Our study has several limitations. Measurement of Cr was based on a single measure, which may be less reliable than the mean of a number of serial measurements. In addition, we were only able to estimate the GFR, although the accuracy of the this measure has been validated. 36 Also, body fat was not directly measured in this cohort. It is possible that those with a high eGFR and higher fitness level would have a leaner body mass, as best reflected by BMI or waist circumference, but this was not seen in our population. Proteinuria was assessed by a simple dipstick method, which not sensitive for detecting mild kidney disease, and this limits the findings related to estimates of proteinuria. There was no assessment of albumin excretion in this cohort, despite this being an established predictor of CV mortality. 30 Another limitation of this study is the nature of the cohort being studied. This is a volunteer cohort of predominantly white women who were be able to walk on a treadmill. These factors may limit the generalizability of our findings to other healthy cohorts of women without previous CV disease or CKD. Nonetheless, this overselection of healthy women suggests that the prevalence of CKD in the general population of women may be higher than suggested by prior studies.

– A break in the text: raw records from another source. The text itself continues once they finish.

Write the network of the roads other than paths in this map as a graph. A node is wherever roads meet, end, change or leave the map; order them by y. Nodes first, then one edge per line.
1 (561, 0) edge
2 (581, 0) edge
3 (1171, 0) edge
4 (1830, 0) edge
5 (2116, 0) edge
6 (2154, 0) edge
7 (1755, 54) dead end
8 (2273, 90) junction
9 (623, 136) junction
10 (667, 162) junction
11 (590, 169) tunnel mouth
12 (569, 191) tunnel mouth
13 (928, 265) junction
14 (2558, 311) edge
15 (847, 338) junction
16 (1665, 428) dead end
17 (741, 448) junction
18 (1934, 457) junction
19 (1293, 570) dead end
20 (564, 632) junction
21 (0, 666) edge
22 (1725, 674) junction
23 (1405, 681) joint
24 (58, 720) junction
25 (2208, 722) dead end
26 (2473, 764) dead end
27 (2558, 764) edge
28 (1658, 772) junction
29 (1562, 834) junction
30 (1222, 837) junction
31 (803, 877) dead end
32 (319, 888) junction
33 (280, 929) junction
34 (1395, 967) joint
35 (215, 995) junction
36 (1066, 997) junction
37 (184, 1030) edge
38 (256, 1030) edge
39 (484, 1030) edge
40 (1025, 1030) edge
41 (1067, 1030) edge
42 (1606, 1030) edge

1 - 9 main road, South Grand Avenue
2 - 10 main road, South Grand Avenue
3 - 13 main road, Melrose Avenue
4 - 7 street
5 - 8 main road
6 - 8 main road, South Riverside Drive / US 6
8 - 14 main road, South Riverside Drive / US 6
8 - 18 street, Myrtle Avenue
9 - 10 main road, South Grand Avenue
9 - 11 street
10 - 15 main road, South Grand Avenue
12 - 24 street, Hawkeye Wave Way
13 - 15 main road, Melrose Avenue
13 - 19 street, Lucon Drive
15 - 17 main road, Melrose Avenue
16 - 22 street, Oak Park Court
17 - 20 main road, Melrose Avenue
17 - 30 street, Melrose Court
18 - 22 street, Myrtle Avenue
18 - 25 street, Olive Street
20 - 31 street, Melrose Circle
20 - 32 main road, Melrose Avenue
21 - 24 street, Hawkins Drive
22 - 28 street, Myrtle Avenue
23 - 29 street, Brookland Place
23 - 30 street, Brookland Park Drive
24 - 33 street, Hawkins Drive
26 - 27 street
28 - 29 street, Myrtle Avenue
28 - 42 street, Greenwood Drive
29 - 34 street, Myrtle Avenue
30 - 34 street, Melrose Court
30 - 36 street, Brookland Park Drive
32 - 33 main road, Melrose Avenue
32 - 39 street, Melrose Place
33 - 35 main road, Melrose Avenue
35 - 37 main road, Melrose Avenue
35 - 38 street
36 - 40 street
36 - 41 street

In conclusion, CKD as measured by eGFR needs to be evaluated in women and interpreted as a prognostic marker regardless of Cr levels. Our results suggest that eGFR and fitness may be useful tools to prioritize management of CV risk factors and reduce risk of mortality. Targeting these patients for cardiac risk factor modification is currently recommended by the AHA. 11 Those with CKD could potentially benefit from exercise training and physical activity, which may ultimately improve their level of fitness and possibly cause improved outcomes. 48,49 Given the increased burden of CKD and CVD worldwide, there is an urgent need to make estimates of GFR and cardiorespiratory fitness, in addition to traditional CV risk assessment, a priority in women.
Footnotes
Acknowledgments
This work was supported by grants and research support from the Sarah Ross Soter Family of Columbus, Ohio. We thank Dr. Randi E. Foraker and Dr. Joy Lewis for their insight and comments. We gratefully acknowledge the commitment of the women who participated and continue to participate in the St. James WTH Project. Their continued contribution to the study of heart disease in women is immeasurable.
Disclosure Statement
None of this work represents a conflict of interest, and the authors have no financial relationships to disclose.